**Problem statement**
Even where a line looks wrong, copy it exactly and include every entry.

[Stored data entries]

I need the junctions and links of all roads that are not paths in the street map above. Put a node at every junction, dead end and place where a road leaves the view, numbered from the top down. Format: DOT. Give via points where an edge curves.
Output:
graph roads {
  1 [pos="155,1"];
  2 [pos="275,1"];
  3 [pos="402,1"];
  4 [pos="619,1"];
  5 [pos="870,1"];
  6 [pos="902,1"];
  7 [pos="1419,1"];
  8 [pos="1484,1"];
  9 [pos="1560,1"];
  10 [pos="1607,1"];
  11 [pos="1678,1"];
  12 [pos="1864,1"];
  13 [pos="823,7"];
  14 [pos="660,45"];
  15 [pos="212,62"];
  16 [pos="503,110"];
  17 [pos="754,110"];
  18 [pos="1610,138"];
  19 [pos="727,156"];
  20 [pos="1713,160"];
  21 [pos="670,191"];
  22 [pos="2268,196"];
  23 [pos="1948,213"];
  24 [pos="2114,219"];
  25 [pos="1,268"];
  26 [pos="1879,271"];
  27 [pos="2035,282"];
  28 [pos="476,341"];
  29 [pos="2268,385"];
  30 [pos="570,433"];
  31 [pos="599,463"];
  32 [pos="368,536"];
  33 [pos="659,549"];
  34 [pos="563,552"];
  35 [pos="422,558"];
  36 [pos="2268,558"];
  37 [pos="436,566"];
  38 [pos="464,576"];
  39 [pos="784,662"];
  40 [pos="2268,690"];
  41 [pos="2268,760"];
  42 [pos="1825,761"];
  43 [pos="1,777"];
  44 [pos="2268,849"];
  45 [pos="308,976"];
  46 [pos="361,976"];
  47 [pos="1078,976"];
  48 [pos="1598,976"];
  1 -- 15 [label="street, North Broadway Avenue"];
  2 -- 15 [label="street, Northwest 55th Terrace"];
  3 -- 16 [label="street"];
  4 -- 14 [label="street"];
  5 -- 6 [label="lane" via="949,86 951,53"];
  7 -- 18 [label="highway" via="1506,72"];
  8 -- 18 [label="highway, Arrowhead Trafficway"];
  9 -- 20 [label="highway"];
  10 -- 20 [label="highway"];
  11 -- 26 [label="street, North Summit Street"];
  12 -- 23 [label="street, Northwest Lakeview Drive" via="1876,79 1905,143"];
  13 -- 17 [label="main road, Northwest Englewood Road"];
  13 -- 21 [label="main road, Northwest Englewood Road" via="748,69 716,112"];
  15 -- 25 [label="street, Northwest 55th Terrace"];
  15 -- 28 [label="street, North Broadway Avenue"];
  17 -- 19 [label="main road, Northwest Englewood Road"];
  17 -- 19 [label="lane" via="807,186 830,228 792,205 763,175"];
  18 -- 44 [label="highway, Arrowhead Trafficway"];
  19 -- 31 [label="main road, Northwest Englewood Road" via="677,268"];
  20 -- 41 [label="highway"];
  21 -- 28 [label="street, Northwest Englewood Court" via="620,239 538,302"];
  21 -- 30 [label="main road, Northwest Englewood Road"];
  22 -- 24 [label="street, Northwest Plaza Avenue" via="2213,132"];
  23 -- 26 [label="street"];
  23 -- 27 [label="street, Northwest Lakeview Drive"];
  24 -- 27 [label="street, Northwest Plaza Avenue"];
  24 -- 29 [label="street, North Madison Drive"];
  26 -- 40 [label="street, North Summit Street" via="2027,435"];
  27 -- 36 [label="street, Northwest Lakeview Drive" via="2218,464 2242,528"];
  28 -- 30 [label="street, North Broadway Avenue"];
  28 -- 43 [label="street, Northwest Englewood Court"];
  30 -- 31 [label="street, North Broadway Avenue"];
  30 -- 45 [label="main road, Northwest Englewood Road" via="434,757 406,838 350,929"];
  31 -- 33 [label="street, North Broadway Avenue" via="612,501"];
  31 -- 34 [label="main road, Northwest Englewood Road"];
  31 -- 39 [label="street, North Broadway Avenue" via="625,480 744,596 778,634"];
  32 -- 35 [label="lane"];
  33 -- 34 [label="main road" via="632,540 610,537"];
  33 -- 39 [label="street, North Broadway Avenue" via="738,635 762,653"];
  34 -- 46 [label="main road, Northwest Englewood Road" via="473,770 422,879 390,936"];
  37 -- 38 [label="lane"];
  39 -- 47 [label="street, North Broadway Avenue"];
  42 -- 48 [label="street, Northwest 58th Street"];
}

**Result**
I need the junctions and links of all roads that are not paths in the street map above. Put a node at every junction, dead end and place where a road leaves the view, numbered from the top down. Format: DOT. Give via points where an edge curves.
Output:
graph roads {
  1 [pos="155,1"];
  2 [pos="275,1"];
  3 [pos="402,1"];
  4 [pos="619,1"];
  5 [pos="870,1"];
  6 [pos="902,1"];
  7 [pos="1419,1"];
  8 [pos="1484,1"];
  9 [pos="1560,1"];
  10 [pos="1607,1"];
  11 [pos="1678,1"];
  12 [pos="1864,1"];
  13 [pos="823,7"];
  14 [pos="660,45"];
  15 [pos="212,62"];
  16 [pos="503,110"];
  17 [pos="754,110"];
  18 [pos="1610,138"];
  19 [pos="727,156"];
  20 [pos="1713,160"];
  21 [pos="670,191"];
  22 [pos="2268,196"];
  23 [pos="1948,213"];
  24 [pos="2114,219"];
  25 [pos="1,268"];
  26 [pos="1879,271"];
  27 [pos="2035,282"];
  28 [pos="476,341"];
  29 [pos="2268,385"];
  30 [pos="570,433"];
  31 [pos="599,463"];
  32 [pos="368,536"];
  33 [pos="659,549"];
  34 [pos="563,552"];
  35 [pos="422,558"];
  36 [pos="2268,558"];
  37 [pos="436,566"];
  38 [pos="464,576"];
  39 [pos="784,662"];
  40 [pos="2268,690"];
  41 [pos="2268,760"];
  42 [pos="1825,761"];
  43 [pos="1,777"];
  44 [pos="2268,849"];
  45 [pos="308,976"];
  46 [pos="361,976"];
  47 [pos="1078,976"];
  48 [pos="1598,976"];
  1 -- 15 [label="street, North Broadway Avenue"];
  2 -- 15 [label="street, Northwest 55th Terrace"];
  3 -- 16 [label="street"];
  4 -- 14 [label="street"];
  5 -- 6 [label="lane" via="949,86 951,53"];
  7 -- 18 [label="highway" via="1506,72"];
  8 -- 18 [label="highway, Arrowhead Trafficway"];
  9 -- 20 [label="highway"];
  10 -- 20 [label="highway"];
  11 -- 26 [label="street, North Summit Street"];
  12 -- 23 [label="street, Northwest Lakeview Drive" via="1876,79 1905,143"];
  13 -- 17 [label="main road, Northwest Englewood Road"];
  13 -- 21 [label="main road, Northwest Englewood Road" via="748,69 716,112"];
  15 -- 25 [label="street, Northwest 55th Terrace"];
  15 -- 28 [label="street, North Broadway Avenue"];
  17 -- 19 [label="main road, Northwest Englewood Road"];
  17 -- 19 [label="lane" via="807,186 830,228 792,205 763,175"];
  18 -- 44 [label="highway, Arrowhead Trafficway"];
  19 -- 31 [label="main road, Northwest Englewood Road" via="677,268"];
  20 -- 41 [label="highway"];
  21 -- 28 [label="street, Northwest Englewood Court" via="620,239 538,302"];
  21 -- 30 [label="main road, Northwest Englewood Road"];
  22 -- 24 [label="street, Northwest Plaza Avenue" via="2213,132"];
  23 -- 26 [label="street"];
  23 -- 27 [label="street, Northwest Lakeview Drive"];
  24 -- 27 [label="street, Northwest Plaza Avenue"];
  24 -- 29 [label="street, North Madison Drive"];
  26 -- 40 [label="street, North Summit Street" via="2027,435"];
  27 -- 36 [label="street, Northwest Lakeview Drive" via="2218,464 2242,528"];
  28 -- 30 [label="street, North Broadway Avenue"];
  28 -- 43 [label="street, Northwest Englewood Court"];
  30 -- 31 [label="street, North Broadway Avenue"];
  30 -- 45 [label="main road, Northwest Englewood Road" via="434,757 406,838 350,929"];
  31 -- 33 [label="street, North Broadway Avenue" via="612,501"];
  31 -- 34 [label="main road, Northwest Englewood Road"];
  31 -- 39 [label="street, North Broadway Avenue" via="625,480 744,596 778,634"];
  32 -- 35 [label="lane"];
  33 -- 34 [label="main road" via="632,540 610,537"];
  33 -- 39 [label="street, North Broadway Avenue" via="738,635 762,653"];
  34 -- 46 [label="main road, Northwest Englewood Road" via="473,770 422,879 390,936"];
  37 -- 38 [label="lane"];
  39 -- 47 [label="street, North Broadway Avenue"];
  42 -- 48 [label="street, Northwest 58th Street"];
}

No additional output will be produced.